Distant metastasis has been the main failure pattern after initial concurrent chemoradiotherapy (CCRT) especially when IMRT technique was applied [7-9]. Therefore, additional cycles of chemotherapy, such as adding adjuvant/neoadjuvant chemotherapy to CCRT, may improve prognosis. However, our previous study characterized that the value of adjuvant chemotherapy using PF regimen might be limited [27]. Moreover, the low rates of compliance (52-62%) [2, 3, 27-29] to adjuvant chemotherapy also would constrain the utility. Thus, NACT prior to CCRT could be a promising treatment modality. Regretfully, almost all the previous randomized phase III trials focusing on NACT failed to obtain a positive result on OS except our recent study using TPF regimen [17]. The negative outcomes may be attributed to following two reasonable explanations. Firstly, most trials included LA-NPC without excluding T3-4N0 disease, and this part of patients may not have higher distant tumor burden and would not really benefit from NACT. Hence, the recruitment of these patients could narrow the benefit of NACT and therefore resulted in insignificant outcomes. Furthermore, a truly effective neoadjuvant regimen has not yet been identified. Three randomized phase trials [30-32] and a meta-analysis [33] revealed TPF was superior to PF in head and neck cancers. Most recently, our randomized trial using TPF regimen also achieved positive results in advanced NPC. These results indicated that neoadjuvant TPF regimen may be more effective. However, the value of less effective regimens (PF or TP) remains unknown if appropriate subpopulation is selected. In our current study, we clarified that less effective regimens could also achieved a significantly decreased cancer-specific and overall mortality when patients with high-risk of distant metastasis (stage III-IV except T3-4N0) were selected. Besides, a meta-analysis carried out by Ouyang et al. [34] also supported our findings. Therefore, NACT still remains a promising treatment strategy irrespective of the regimen, but the key is to select appropriate patients who could benefit from it. Another of our ongoing trials (NCT01872962) is awaiting to be reported to further confirm the value of NACT.

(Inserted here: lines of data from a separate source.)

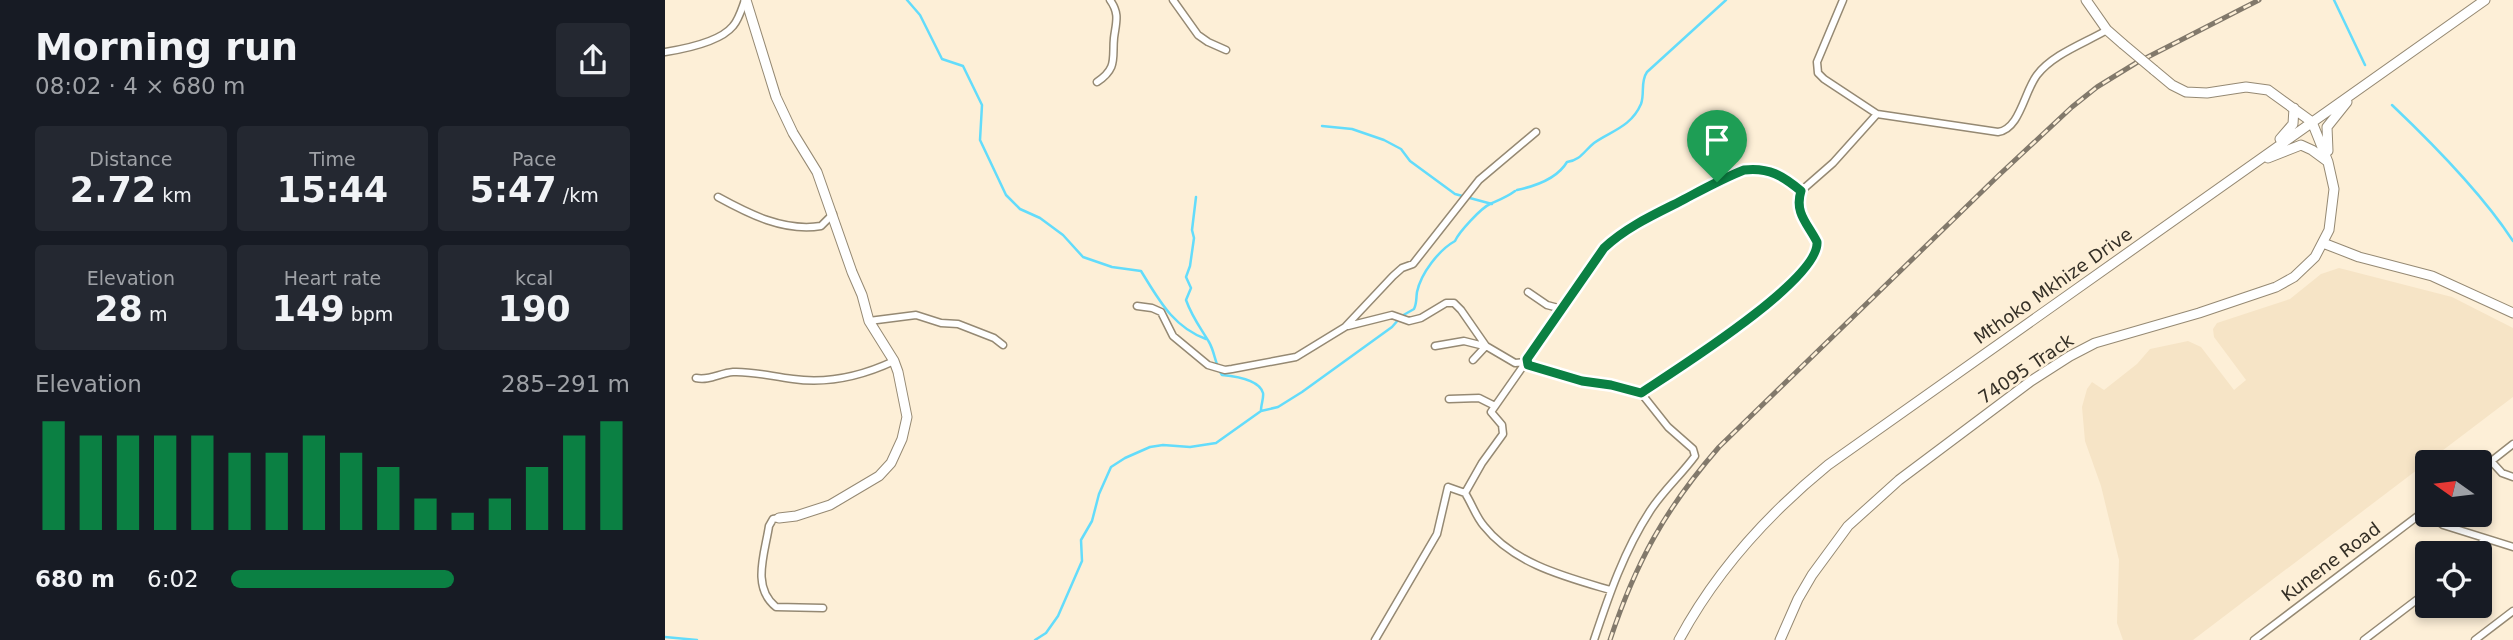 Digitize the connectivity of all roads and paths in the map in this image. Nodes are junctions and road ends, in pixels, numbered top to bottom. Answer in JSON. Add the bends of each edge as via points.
{"nodes":[{"id":1,"x":746,"y":0,"type":"edge"},
{"id":2,"x":1123,"y":0,"type":"edge"},
{"id":3,"x":1173,"y":0,"type":"edge"},
{"id":4,"x":1843,"y":0,"type":"edge"},
{"id":5,"x":2085,"y":0,"type":"edge"},
{"id":6,"x":2485,"y":0,"type":"edge"},
{"id":7,"x":1112,"y":3,"type":"edge"},
{"id":8,"x":2107,"y":30,"type":"junction"},
{"id":9,"x":1226,"y":50,"type":"dead end"},
{"id":10,"x":665,"y":52,"type":"edge"},
{"id":11,"x":1097,"y":82,"type":"dead end"},
{"id":12,"x":2357,"y":91,"type":"junction"},
{"id":13,"x":2294,"y":108,"type":"junction"},
{"id":14,"x":1877,"y":114,"type":"junction"},
{"id":15,"x":2312,"y":122,"type":"junction"},
{"id":16,"x":1536,"y":132,"type":"dead end"},
{"id":17,"x":2270,"y":151,"type":"junction"},
{"id":18,"x":2328,"y":162,"type":"junction"},
{"id":19,"x":2248,"y":167,"type":"junction"},
{"id":20,"x":2333,"y":177,"type":"junction"},
{"id":21,"x":1801,"y":191,"type":"junction"},
{"id":22,"x":718,"y":197,"type":"dead end"},
{"id":23,"x":833,"y":214,"type":"junction"},
{"id":24,"x":2323,"y":243,"type":"junction"},
{"id":25,"x":1528,"y":292,"type":"dead end"},
{"id":26,"x":1137,"y":306,"type":"dead end"},
{"id":27,"x":1562,"y":309,"type":"junction"},
{"id":28,"x":2513,"y":313,"type":"edge"},
{"id":29,"x":869,"y":321,"type":"junction"},
{"id":30,"x":1345,"y":327,"type":"junction"},
{"id":31,"x":1003,"y":345,"type":"dead end"},
{"id":32,"x":1434,"y":346,"type":"dead end"},
{"id":33,"x":1486,"y":346,"type":"junction"},
{"id":34,"x":1473,"y":360,"type":"dead end"},
{"id":35,"x":894,"y":361,"type":"junction"},
{"id":36,"x":1526,"y":362,"type":"junction"},
{"id":37,"x":696,"y":378,"type":"dead end"},
{"id":38,"x":1641,"y":393,"type":"junction"},
{"id":39,"x":1449,"y":399,"type":"dead end"},
{"id":40,"x":1495,"y":406,"type":"junction"},
{"id":41,"x":2513,"y":444,"type":"edge"},
{"id":42,"x":2492,"y":460,"type":"edge"},
{"id":43,"x":2492,"y":462,"type":"edge"},
{"id":44,"x":2513,"y":477,"type":"edge"},
{"id":45,"x":1465,"y":493,"type":"junction"},
{"id":46,"x":779,"y":518,"type":"joint"},
{"id":47,"x":2415,"y":521,"type":"edge"},
{"id":48,"x":2452,"y":527,"type":"edge"},
{"id":49,"x":2484,"y":538,"type":"junction"},
{"id":50,"x":2483,"y":541,"type":"edge"},
{"id":51,"x":2513,"y":547,"type":"edge"},
{"id":52,"x":1610,"y":590,"type":"junction"},
{"id":53,"x":2415,"y":601,"type":"edge"},
{"id":54,"x":823,"y":608,"type":"dead end"},
{"id":55,"x":2513,"y":611,"type":"edge"},
{"id":56,"x":1375,"y":640,"type":"edge"},
{"id":57,"x":1594,"y":640,"type":"edge"},
{"id":58,"x":1679,"y":640,"type":"edge"},
{"id":59,"x":1780,"y":640,"type":"edge"},
{"id":60,"x":2253,"y":640,"type":"edge"},
{"id":61,"x":2364,"y":640,"type":"edge"},
{"id":62,"x":2475,"y":640,"type":"edge"}],
"edges":[{"from":1,"to":10,"type":"street","via":[[727,31],[699,45]]},
{"from":1,"to":23,"type":"street","via":[[776,97],[817,172]]},
{"from":2,"to":7,"type":"street"},
{"from":3,"to":9,"type":"street","via":[[1198,35]]},
{"from":4,"to":14,"type":"street","via":[[1816,67],[1824,79]]},
{"from":5,"to":8,"type":"street"},
{"from":6,"to":12,"type":"street","name":"Mthoko Mkhize Drive"},
{"from":7,"to":11,"type":"street","via":[[1118,15],[1115,56],[1109,72]]},
{"from":8,"to":13,"type":"street","bridge":true,"via":[[2186,92],[2260,89]]},
{"from":8,"to":14,"type":"street","via":[[2048,63],[2030,85],[2015,124],[2005,131]]},
{"from":12,"to":15,"type":"street","name":"Mthoko Mkhize Drive"},
{"from":12,"to":20,"type":"street","via":[[2327,127]]},
{"from":13,"to":15,"type":"street"},
{"from":13,"to":17,"type":"street","via":[[2293,124]]},
{"from":14,"to":21,"type":"street"},
{"from":15,"to":17,"type":"street","name":"Mthoko Mkhize Drive"},
{"from":15,"to":18,"type":"street","name":"74095 Track"},
{"from":16,"to":30,"type":"street","via":[[1479,180],[1413,264],[1393,276]]},
{"from":17,"to":19,"type":"street","name":"Mthoko Mkhize Drive"},
{"from":18,"to":19,"type":"street","via":[[2307,146],[2296,145]]},
{"from":18,"to":20,"type":"street","name":"74095 Track"},
{"from":19,"to":58,"type":"street","name":"Mthoko Mkhize Drive","via":[[1809,480],[1728,565]]},
{"from":20,"to":24,"type":"street","name":"74095 Track","via":[[2333,212]]},
{"from":21,"to":27,"type":"street","via":[[1768,170],[1744,170],[1717,182],[1624,231]]},
{"from":21,"to":38,"type":"street","via":[[1799,211],[1817,242],[1813,258],[1763,308]]},
{"from":22,"to":23,"type":"street","via":[[757,216],[800,227],[821,226]]},
{"from":23,"to":29,"type":"street"},
{"from":24,"to":28,"type":"street","via":[[2432,276]]},
{"from":24,"to":59,"type":"street","name":"74095 Track","via":[[2304,268],[2276,287],[2095,343],[2031,381],[1899,480],[1848,526],[1812,575]]},
{"from":25,"to":27,"type":"street"},
{"from":26,"to":30,"type":"street","via":[[1161,313],[1173,336],[1208,365],[1225,370],[1296,357]]},
{"from":27,"to":36,"type":"street"},
{"from":29,"to":31,"type":"street","via":[[916,315],[958,324]]},
{"from":29,"to":35,"type":"street"},
{"from":30,"to":33,"type":"street","via":[[1392,315],[1409,321],[1454,303]]},
{"from":32,"to":33,"type":"street","via":[[1464,341]]},
{"from":33,"to":34,"type":"street"},
{"from":33,"to":36,"type":"street","via":[[1515,362]]},
{"from":35,"to":37,"type":"street","via":[[858,375],[823,380],[734,372]]},
{"from":35,"to":46,"type":"street","via":[[907,417],[891,463],[870,482],[830,505]]},
{"from":36,"to":38,"type":"street","via":[[1582,381]]},
{"from":36,"to":40,"type":"street"},
{"from":38,"to":52,"type":"street","via":[[1695,456],[1651,510]]},
{"from":39,"to":40,"type":"street","via":[[1479,398]]},
{"from":40,"to":45,"type":"street","via":[[1491,412],[1503,434]]},
{"from":41,"to":42,"type":"street"},
{"from":43,"to":44,"type":"street"},
{"from":45,"to":52,"type":"street","via":[[1481,523],[1511,550],[1549,571]]},
{"from":45,"to":56,"type":"street","via":[[1448,487],[1437,534]]},
{"from":46,"to":54,"type":"street","via":[[769,526],[760,580],[765,595],[776,607]]},
{"from":47,"to":60,"type":"street","name":"Kunene Road"},
{"from":48,"to":49,"type":"street"},
{"from":49,"to":50,"type":"street"},
{"from":49,"to":51,"type":"street"},
{"from":52,"to":57,"type":"street"},
{"from":53,"to":61,"type":"street"},
{"from":55,"to":62,"type":"street"}]}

The main strength of this study is that pre-DNA was included in analysis. In addition to tumor stage serving as an indicating factor for performing NACT, pre-DNA also has been proven to be a reliable biomarker [35-38] in predicting prognosis. Actually, pre-DNA was also associated with significantly increased cancer-specific and overall mortality in this current study. Our previous studies [39, 40] have demonstrated that pre-DNA could define high- or low-risk patients with advanced NPC who may benefit from NACT or not. Therefore, combination of these multiple prognostic factors is a powerful method for helping delivering individualized NACT.
In conclusion, our findings suggested that NACT using TP or PF regimens could still provide significant benefit for patients with LA-NPC (except T3-4N0) in decreasing cancer-specific and overall mortality. Therefore, it is a feasible approach that leads to better prognosis in the era of IMRT. Apparently, the shortcomings of this study should also be acknowledged: this analysis was performed retrospectively at a single center. Furthermore, the NACT regimens used in this study were non-uniform. However, this may not affect the conclusions because there is no evidence showing the efficacy difference of these two regimens. Also, longer follow-up time may be needed to observe more endpoints since many patients in this study still survival with recurrent disease. Further randomized trials should be warranted to confirm the results of this study.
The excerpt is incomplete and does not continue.